The other day, I posted a prototypical example of use of parLapply, somewhat more advanced than the ones in the documentation; see here.

Well, part of the example I gave uses one of my most biggest coding pet peaves, something that I have been fighting against ever since my MatLab days: the dreaded unnecessary for loop. As I was teaching myself the use of the tictoc library, I thought I would illustrate both.

To keep in the spirit of the example in the post mentioned, we set up variations of up to two parameters, \(\beta\) and \(S_0\). We set base values for these parameters.

param = list()
param$beta = 1e-6
param$S0 = 10000

We will try different ranges of number of cases.

nb_sims = c(10000,50000,100000,500000,1000000,5000000,10000000)

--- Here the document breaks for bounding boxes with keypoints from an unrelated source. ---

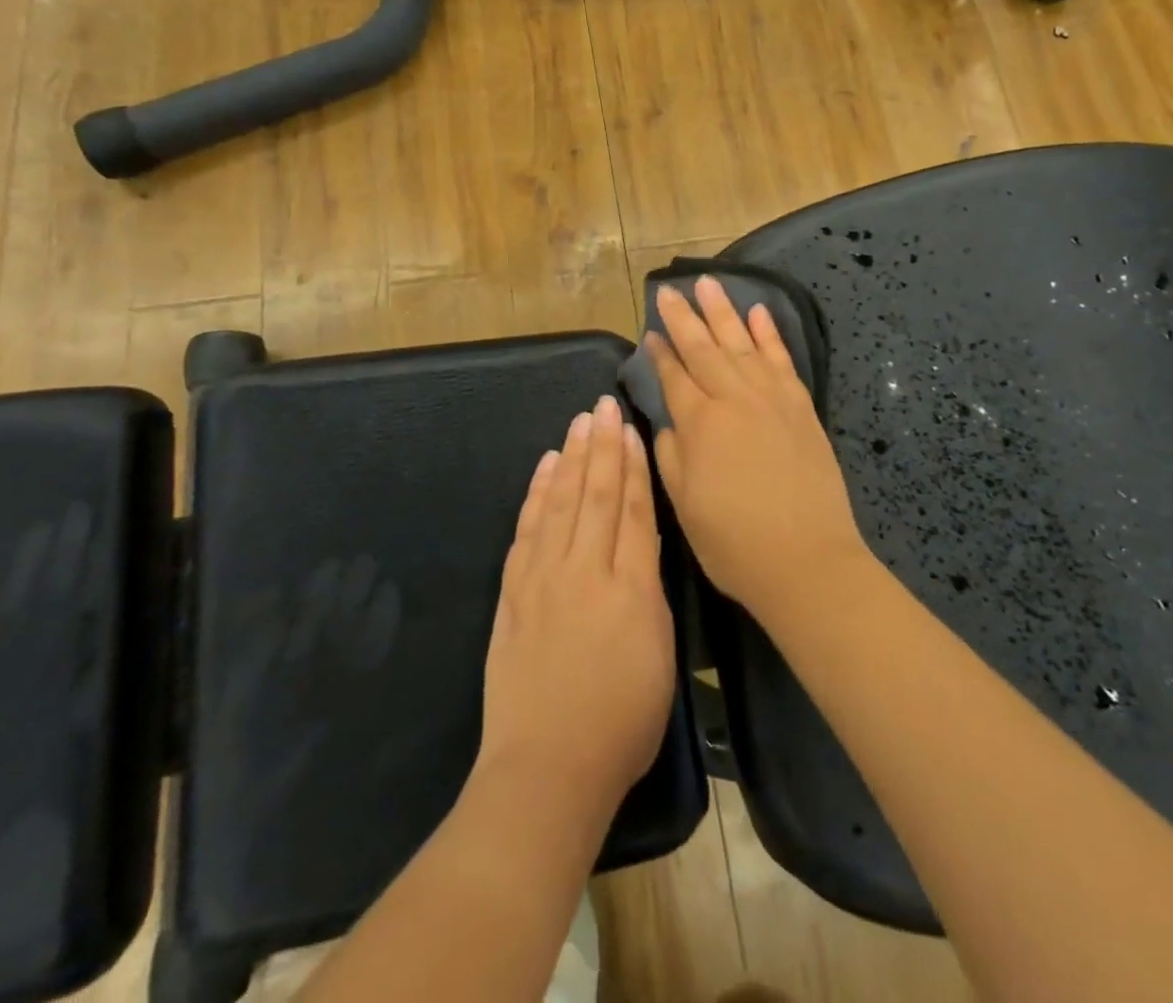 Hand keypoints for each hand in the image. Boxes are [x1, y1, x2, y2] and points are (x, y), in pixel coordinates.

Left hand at [476, 396, 676, 826]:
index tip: (631, 427)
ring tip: (578, 423)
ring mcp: (542, 579)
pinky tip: (544, 469)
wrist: (547, 767)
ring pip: (560, 502)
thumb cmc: (621, 720)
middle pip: (595, 494)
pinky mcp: (513, 593)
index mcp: (629, 587)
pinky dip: (536, 494)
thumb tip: (642, 539)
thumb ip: (649, 588)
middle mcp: (583, 570)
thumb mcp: (659, 652)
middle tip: (602, 404)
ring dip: (570, 458)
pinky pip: (526, 530)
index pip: (632, 510)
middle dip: (601, 446)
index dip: (632, 465)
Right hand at [647, 277, 872, 620]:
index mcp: (700, 424)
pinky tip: (759, 313)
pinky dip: (769, 335)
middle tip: (669, 290)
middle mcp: (734, 400)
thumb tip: (669, 422)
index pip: (674, 376)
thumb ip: (670, 456)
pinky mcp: (801, 407)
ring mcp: (772, 399)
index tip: (650, 332)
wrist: (807, 561)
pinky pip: (781, 360)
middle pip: (704, 349)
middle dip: (684, 318)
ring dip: (724, 312)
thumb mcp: (684, 506)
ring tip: (709, 284)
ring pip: (742, 344)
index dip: (660, 353)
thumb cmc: (735, 542)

Now loop on the number of cases. First, clear the tictoc log, in case it already exists. In each loop, we take note of the time taken to accomplish each group of operations.

tictoc::tic.clearlog()
for (n in nb_sims) {
  # Just for info in case things get longish
  print(sprintf("%d - %d",n,which(nb_sims==n)))
  # The loop version
  tictoc::tic(sprintf("loop_%d",n))
  param_vary = list()
  for (i in 1:n) {
    param_vary[[i]] = list()
    param_vary[[i]]$beta = runif(1, min = 1e-9, max = 1e-4)
  }
  for (i in (n+1):(2*n)) {
    param_vary[[i]] = list()
    param_vary[[i]]$S0 = runif(1, min = 1000, max = 100000)
  }
  for (i in (2*n+1):(3*n)) {
    param_vary[[i]] = list()
    param_vary[[i]]$beta = runif(1, min = 1e-9, max = 1e-4)
    param_vary[[i]]$S0 = runif(1, min = 1000, max = 100000)
  }
  # Vector version
  tictoc::toc(log = TRUE, quiet = TRUE)
  tictoc::tic(sprintf("vect_%d",n))
  param_vary <- rbind(cbind(runif(n, min = 1e-9, max = 1e-4),
                            rep(param$S0,n)),
                      cbind(rep(param$beta,n),
                            runif(n, min = 1000, max = 100000)),
                      cbind(runif(n, min = 1e-9, max = 1e-4),
                            runif(n, min = 1000, max = 100000)))
  colnames(param_vary) <- c("beta","S0")
  tictoc::toc(log = TRUE, quiet = TRUE)
  # Convert vector to list
  tictoc::tic(sprintf("conv_%d",n))
  param_vary <- lapply(seq_len(nrow(param_vary)),
                       function(i) param_vary[i,])
  tictoc::toc(log = TRUE, quiet = TRUE)
}
log.lst <- tictoc::tic.log(format = FALSE)

The following is adapted from the tictoc documentation.

timings <- cbind(nb_sims,
                 matrix(data = unlist(lapply(log.lst,
                                             function(x) x$toc - x$tic)),
                        nrow = length(nb_sims),
                        ncol = 3,
                        byrow = TRUE))
colnames(timings) <- c("n","loopT","vectT","convT")
timings <- as.data.frame(timings)

Add a few additional pieces of information about timing: the total time in the second case (making the vectors and converting them to lists) as well as acceleration factors when making the vector and in total of the second method.

timings$sumVect <- timings$vectT+timings$convT
timings$multVect <- round(timings$loopT/timings$vectT,2)
timings$multSVect <- round(timings$loopT/timings$sumVect,2)

Finally, use knitr to make a decent looking table of the results.

knitr::kable(timings,format.args = list(big.mark = ",",scientific=FALSE))

Here are the results:

n loopT vectT convT sumVect multVect multSVect
10,000 0.138 0.001 0.046 0.047 138.00 2.94
50,000 0.545 0.006 0.327 0.333 90.83 1.64
100,000 1.207 0.008 0.346 0.354 150.88 3.41
500,000 8.587 0.453 1.712 2.165 18.96 3.97
1,000,000 19.130 1.597 3.832 5.429 11.98 3.52
5,000,000 122.943 4.359 22.746 27.105 28.20 4.54
10,000,000 277.161 8.648 40.261 48.909 32.05 5.67

Clearly, it would be better here to use a parallel version of apply operating on matrix rows than on lists, since this would not require a further conversion to a list. But the cases are not always this structured.

Ah, yes, one last thing: when \(n\) is large, some of the variables can become quite large (the last matrix by itself is 10.1 Gb). Unless you have pretty decent RAM, don’t try this at home.